- **WHAT THE TASK ASKS**
Where does "dead" appear in the data? Return each line that holds it.

:: SUPPLIED INFORMATION ::

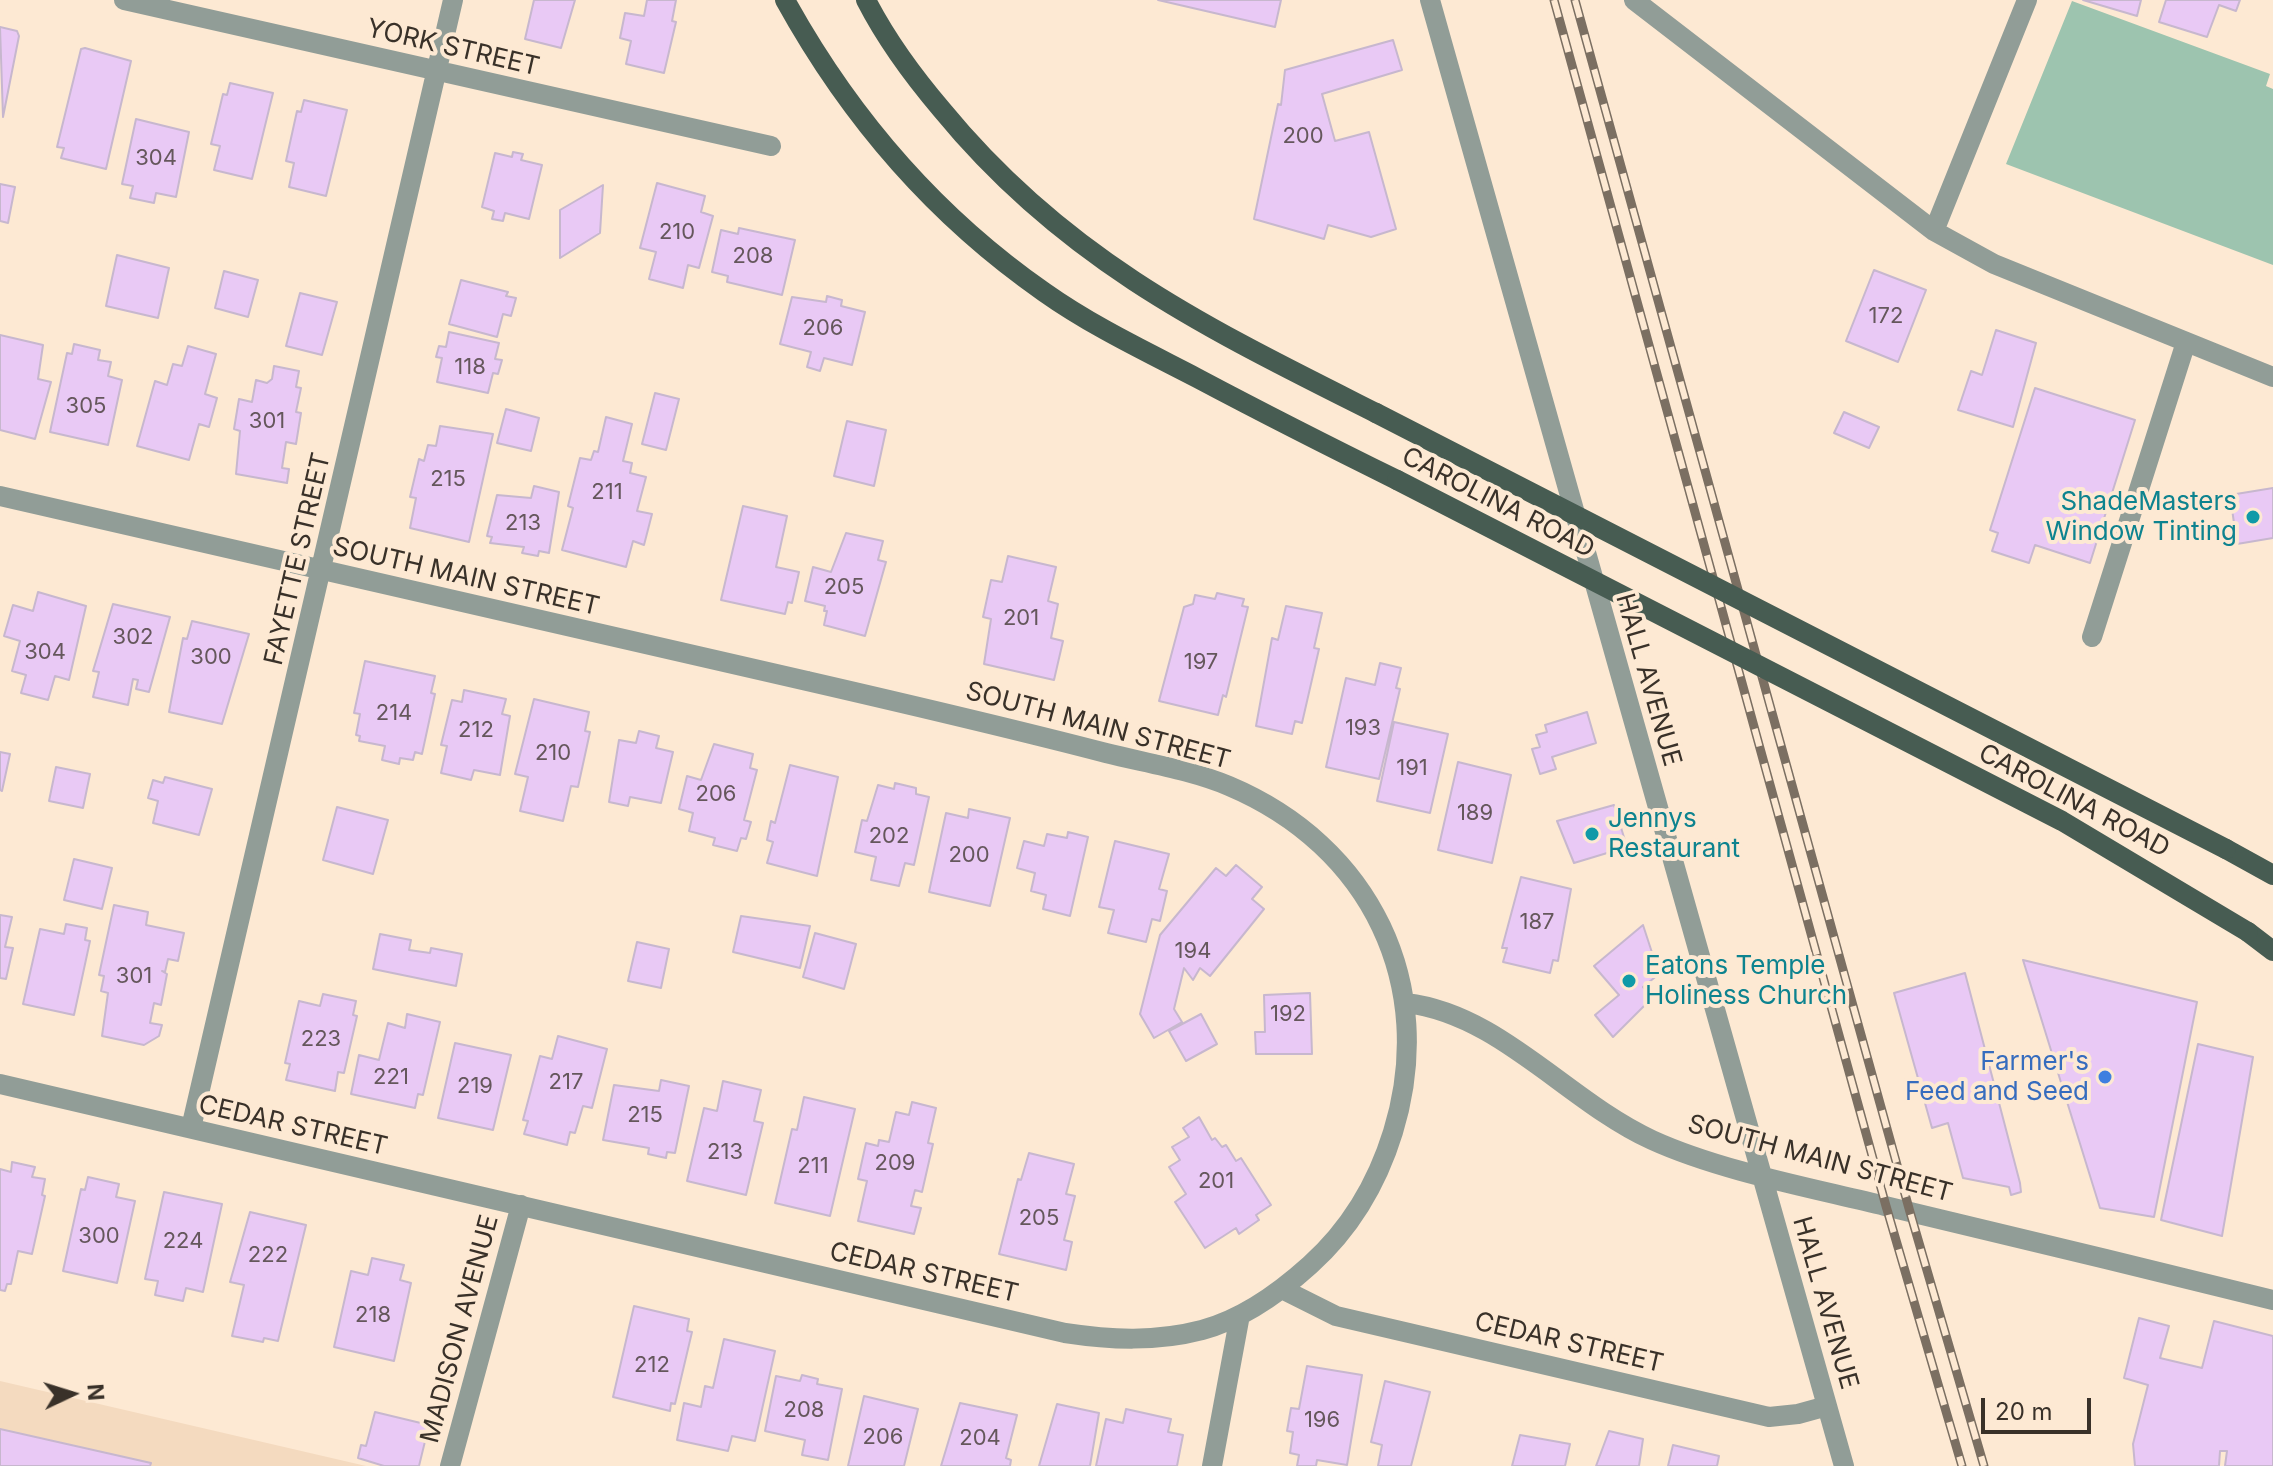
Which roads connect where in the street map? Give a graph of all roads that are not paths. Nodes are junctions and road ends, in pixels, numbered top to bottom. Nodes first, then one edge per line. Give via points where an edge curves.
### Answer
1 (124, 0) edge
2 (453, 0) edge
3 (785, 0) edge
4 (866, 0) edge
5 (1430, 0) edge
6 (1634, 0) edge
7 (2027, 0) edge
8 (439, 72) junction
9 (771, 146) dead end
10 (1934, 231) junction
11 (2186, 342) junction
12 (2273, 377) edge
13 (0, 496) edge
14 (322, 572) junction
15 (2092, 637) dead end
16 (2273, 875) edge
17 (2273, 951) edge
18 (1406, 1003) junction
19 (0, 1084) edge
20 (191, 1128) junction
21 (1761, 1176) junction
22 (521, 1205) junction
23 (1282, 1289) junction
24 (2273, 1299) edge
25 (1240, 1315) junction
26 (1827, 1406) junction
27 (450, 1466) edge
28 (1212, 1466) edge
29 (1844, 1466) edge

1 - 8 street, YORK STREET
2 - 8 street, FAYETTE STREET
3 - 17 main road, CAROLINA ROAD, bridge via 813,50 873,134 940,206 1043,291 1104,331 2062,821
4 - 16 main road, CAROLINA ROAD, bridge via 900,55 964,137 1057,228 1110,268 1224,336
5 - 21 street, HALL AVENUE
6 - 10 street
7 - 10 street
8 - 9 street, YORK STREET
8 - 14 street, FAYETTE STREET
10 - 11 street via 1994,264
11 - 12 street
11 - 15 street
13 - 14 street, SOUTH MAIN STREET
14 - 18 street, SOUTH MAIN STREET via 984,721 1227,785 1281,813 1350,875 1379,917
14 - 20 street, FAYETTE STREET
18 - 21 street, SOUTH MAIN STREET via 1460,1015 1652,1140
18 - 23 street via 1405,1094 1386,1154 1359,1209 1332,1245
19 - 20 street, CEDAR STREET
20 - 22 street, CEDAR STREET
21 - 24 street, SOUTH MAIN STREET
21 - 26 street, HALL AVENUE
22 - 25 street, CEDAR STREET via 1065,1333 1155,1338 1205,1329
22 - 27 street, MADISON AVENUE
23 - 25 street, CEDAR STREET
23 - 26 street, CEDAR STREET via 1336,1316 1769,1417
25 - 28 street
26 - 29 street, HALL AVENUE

:::

- **RESULT FOR THIS EXERCISE**
9 (771, 146) dead end
15 (2092, 637) dead end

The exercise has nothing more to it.